#### Work required:
Extract every line below that contains the word "療養所上野線".

#### Data listing:
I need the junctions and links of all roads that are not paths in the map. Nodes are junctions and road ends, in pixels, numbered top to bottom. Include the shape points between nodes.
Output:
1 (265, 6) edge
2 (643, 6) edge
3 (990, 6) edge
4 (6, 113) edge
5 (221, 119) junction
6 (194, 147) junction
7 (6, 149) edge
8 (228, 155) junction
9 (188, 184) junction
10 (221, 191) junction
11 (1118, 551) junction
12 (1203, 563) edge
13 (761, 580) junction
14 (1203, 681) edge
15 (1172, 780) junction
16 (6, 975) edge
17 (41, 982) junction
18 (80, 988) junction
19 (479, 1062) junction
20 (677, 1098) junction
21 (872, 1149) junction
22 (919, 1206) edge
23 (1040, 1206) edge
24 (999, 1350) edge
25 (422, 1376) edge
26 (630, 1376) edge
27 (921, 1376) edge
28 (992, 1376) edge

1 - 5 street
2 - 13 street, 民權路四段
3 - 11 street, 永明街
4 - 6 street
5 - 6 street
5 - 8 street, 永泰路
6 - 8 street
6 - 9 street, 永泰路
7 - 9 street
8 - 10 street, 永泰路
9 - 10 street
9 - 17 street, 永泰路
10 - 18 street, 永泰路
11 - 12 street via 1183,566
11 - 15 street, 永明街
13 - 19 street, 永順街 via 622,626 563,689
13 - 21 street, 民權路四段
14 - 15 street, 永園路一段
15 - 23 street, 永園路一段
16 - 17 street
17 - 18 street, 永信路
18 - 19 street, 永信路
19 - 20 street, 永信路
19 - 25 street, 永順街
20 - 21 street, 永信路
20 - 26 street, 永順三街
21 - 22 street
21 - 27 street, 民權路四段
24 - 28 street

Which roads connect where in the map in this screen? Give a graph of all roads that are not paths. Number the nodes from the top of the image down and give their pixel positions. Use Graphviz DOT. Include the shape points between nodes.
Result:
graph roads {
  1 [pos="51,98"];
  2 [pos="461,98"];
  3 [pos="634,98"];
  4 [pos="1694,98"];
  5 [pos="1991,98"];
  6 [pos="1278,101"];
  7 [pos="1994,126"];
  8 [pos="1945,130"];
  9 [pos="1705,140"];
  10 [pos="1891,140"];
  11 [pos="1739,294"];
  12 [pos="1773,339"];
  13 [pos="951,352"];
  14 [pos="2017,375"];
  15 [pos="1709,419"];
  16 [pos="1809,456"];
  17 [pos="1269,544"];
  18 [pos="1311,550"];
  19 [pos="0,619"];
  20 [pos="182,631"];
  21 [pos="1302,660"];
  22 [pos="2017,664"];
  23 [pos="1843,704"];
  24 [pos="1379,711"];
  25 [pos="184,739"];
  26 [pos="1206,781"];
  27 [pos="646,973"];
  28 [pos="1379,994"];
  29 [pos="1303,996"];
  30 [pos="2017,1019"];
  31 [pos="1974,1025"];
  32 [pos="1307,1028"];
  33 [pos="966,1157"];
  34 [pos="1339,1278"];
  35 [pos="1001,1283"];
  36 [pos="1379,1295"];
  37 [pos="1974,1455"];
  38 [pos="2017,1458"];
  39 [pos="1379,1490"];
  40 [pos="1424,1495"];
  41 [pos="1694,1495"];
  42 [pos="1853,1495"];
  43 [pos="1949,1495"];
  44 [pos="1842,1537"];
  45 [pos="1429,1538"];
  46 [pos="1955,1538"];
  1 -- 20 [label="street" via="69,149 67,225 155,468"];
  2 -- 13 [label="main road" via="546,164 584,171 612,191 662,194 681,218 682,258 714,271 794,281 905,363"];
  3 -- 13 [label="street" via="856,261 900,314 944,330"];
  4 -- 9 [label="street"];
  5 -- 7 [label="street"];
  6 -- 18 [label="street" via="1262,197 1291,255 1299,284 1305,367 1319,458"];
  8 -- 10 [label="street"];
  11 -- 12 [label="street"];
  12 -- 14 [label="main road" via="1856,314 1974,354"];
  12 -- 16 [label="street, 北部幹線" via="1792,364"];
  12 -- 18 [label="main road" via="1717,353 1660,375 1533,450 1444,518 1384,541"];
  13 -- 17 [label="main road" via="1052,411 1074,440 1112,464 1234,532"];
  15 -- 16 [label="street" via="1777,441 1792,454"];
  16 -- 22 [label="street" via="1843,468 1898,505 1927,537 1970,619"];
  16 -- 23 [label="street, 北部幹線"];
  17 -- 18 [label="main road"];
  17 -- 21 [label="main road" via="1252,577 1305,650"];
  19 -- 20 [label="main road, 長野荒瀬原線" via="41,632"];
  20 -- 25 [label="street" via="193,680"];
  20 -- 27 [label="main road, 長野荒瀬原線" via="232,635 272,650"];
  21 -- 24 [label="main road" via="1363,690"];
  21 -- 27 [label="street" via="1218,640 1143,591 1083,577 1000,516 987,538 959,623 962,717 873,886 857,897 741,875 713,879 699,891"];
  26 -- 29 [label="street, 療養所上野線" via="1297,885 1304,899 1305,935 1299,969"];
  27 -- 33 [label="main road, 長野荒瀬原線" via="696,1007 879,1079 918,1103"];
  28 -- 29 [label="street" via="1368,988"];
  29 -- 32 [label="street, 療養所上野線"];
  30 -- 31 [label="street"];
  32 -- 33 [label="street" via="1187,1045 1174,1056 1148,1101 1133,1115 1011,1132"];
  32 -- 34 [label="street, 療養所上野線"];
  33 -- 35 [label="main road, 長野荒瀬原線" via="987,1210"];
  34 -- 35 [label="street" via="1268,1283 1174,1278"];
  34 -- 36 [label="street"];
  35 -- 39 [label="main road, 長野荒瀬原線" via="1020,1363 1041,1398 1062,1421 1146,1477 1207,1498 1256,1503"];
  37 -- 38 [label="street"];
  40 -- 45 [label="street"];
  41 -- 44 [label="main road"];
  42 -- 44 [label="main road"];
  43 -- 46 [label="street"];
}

#### Exercise solution:
  26 -- 29 [label="street, 療養所上野線" via="1297,885 1304,899 1305,935 1299,969"];
  29 -- 32 [label="street, 療養所上野線"];
  32 -- 34 [label="street, 療養所上野線"];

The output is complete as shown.